→ TRY IT
Only the number is wanted: how many lines in the data contain "options"?

→ DATA PROVIDED
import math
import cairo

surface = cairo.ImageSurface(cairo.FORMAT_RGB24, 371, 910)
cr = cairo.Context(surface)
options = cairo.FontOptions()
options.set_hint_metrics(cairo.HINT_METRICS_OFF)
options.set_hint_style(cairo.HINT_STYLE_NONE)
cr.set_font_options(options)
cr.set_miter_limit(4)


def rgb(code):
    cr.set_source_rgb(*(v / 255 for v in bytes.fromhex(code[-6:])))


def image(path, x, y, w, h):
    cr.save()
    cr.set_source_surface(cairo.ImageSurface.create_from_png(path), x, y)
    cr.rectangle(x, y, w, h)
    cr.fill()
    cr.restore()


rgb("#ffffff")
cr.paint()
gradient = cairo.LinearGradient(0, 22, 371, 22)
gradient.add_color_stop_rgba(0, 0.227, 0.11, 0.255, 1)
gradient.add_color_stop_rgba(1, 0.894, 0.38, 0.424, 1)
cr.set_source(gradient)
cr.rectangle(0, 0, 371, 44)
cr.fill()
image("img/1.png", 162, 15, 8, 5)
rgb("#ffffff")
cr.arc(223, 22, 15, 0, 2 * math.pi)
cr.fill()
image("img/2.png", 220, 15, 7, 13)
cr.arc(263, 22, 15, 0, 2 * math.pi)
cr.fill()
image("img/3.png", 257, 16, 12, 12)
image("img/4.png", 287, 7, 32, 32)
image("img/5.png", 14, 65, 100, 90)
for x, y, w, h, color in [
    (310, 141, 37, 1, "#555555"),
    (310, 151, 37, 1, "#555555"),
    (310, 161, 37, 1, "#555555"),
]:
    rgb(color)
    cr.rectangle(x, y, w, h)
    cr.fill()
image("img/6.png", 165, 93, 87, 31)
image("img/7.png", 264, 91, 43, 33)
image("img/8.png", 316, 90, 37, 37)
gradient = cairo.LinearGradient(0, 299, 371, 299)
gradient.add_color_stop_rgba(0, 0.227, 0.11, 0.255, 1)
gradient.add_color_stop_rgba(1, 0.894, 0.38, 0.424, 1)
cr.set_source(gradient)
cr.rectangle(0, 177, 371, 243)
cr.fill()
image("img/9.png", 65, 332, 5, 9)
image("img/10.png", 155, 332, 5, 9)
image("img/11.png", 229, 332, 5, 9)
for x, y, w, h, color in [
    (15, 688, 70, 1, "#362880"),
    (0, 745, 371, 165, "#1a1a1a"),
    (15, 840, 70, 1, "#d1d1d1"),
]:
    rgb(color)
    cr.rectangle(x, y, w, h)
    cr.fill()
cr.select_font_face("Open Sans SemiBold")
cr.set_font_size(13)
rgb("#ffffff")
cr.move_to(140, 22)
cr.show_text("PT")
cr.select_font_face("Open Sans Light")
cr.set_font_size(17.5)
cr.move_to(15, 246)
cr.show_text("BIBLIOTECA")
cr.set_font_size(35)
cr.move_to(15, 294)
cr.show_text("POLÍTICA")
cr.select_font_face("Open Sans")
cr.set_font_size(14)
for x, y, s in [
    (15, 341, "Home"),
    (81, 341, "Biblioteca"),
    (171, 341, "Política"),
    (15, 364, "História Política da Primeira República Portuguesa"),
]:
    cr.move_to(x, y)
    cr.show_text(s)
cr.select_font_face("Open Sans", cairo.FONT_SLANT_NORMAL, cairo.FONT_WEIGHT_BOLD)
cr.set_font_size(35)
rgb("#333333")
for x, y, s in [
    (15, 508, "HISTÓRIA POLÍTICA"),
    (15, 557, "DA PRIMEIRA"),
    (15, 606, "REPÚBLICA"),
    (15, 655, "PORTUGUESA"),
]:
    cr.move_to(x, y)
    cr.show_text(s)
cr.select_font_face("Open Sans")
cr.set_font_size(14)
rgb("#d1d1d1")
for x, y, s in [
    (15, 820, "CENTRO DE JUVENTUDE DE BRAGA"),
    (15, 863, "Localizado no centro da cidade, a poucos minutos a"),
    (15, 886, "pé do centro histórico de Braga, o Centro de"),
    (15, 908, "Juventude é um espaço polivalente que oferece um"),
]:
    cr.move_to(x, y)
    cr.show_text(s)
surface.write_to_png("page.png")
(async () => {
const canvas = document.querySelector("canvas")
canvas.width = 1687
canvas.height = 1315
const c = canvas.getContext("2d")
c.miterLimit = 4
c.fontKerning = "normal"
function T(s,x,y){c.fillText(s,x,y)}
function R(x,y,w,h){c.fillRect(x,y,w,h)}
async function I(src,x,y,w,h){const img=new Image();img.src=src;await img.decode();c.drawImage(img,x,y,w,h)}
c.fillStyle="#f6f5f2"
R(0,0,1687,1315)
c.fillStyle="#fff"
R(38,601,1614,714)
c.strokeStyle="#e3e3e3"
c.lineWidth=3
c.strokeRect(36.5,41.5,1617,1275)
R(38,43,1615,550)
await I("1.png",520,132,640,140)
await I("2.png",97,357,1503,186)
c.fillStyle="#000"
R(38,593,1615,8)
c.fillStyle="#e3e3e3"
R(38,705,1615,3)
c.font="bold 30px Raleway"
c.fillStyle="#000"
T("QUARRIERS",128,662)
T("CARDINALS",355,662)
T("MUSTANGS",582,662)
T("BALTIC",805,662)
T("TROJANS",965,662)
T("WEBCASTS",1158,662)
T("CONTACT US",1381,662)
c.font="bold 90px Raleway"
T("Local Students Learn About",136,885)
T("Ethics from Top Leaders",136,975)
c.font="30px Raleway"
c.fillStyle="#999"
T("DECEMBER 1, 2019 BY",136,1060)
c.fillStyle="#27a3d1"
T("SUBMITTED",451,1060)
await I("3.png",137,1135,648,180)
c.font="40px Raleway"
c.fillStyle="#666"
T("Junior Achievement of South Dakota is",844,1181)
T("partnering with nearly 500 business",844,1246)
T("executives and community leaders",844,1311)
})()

→ TASK SOLUTION
4